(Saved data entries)
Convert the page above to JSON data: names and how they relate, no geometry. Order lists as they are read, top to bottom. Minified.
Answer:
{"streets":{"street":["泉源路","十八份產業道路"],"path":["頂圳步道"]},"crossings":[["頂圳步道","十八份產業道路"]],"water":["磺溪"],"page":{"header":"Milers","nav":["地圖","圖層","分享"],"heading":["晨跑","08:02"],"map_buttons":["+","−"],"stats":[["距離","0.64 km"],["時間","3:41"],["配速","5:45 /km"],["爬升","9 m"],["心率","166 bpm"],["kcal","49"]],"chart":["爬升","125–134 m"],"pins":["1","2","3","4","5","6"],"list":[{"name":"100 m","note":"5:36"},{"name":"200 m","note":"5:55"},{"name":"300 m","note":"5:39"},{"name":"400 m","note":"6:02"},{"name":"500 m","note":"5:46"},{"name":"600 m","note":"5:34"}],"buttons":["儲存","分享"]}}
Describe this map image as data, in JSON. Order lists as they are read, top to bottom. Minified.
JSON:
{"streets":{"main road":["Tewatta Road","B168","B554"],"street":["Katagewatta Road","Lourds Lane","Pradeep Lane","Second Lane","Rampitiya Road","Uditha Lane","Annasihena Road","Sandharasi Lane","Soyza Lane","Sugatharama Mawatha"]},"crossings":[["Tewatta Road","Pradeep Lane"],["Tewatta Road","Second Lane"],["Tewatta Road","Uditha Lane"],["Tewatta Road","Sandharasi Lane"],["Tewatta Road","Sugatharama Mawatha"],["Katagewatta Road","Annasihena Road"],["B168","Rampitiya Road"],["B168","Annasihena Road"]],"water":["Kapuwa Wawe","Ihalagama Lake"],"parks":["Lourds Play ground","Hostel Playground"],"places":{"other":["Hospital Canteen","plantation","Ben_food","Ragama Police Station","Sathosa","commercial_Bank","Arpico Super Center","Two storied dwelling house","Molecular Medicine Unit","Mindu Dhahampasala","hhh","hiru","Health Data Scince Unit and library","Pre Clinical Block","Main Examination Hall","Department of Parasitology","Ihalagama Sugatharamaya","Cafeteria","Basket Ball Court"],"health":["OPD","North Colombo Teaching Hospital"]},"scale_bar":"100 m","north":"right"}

> WHAT IS NEEDED
Give the data again. Keep every line identical.

> TASK OUTPUT
Convert the page above to JSON data: names and how they relate, no geometry. Order lists as they are read, top to bottom. Minified.
Answer:
{"streets":{"street":["泉源路","十八份產業道路"],"path":["頂圳步道"]},"crossings":[["頂圳步道","十八份產業道路"]],"water":["磺溪"],"page":{"header":"Milers","nav":["地圖","圖層","分享"],"heading":["晨跑","08:02"],"map_buttons":["+","−"],"stats":[["距離","0.64 km"],["時間","3:41"],["配速","5:45 /km"],["爬升","9 m"],["心率","166 bpm"],["kcal","49"]],"chart":["爬升","125–134 m"],"pins":["1","2","3","4","5","6"],"list":[{"name":"100 m","note":"5:36"},{"name":"200 m","note":"5:55"},{"name":"300 m","note":"5:39"},{"name":"400 m","note":"6:02"},{"name":"500 m","note":"5:46"},{"name":"600 m","note":"5:34"}],"buttons":["儲存","分享"]}}
Describe this map image as data, in JSON. Order lists as they are read, top to bottom. Minified.
JSON:
{"streets":{"main road":["Tewatta Road","B168","B554"],"street":["Katagewatta Road","Lourds Lane","Pradeep Lane","Second Lane","Rampitiya Road","Uditha Lane","Annasihena Road","Sandharasi Lane","Soyza Lane","Sugatharama Mawatha"]},"crossings":[["Tewatta Road","Pradeep Lane"],["Tewatta Road","Second Lane"],["Tewatta Road","Uditha Lane"],["Tewatta Road","Sandharasi Lane"],["Tewatta Road","Sugatharama Mawatha"],["Katagewatta Road","Annasihena Road"],["B168","Rampitiya Road"],["B168","Annasihena Road"]],"water":["Kapuwa Wawe","Ihalagama Lake"],"parks":["Lourds Play ground","Hostel Playground"],"places":{"other":["Hospital Canteen","plantation","Ben_food","Ragama Police Station","Sathosa","commercial_Bank","Arpico Super Center","Two storied dwelling house","Molecular Medicine Unit","Mindu Dhahampasala","hhh","hiru","Health Data Scince Unit and library","Pre Clinical Block","Main Examination Hall","Department of Parasitology","Ihalagama Sugatharamaya","Cafeteria","Basket Ball Court"],"health":["OPD","North Colombo Teaching Hospital"]},"scale_bar":"100 m","north":"right"}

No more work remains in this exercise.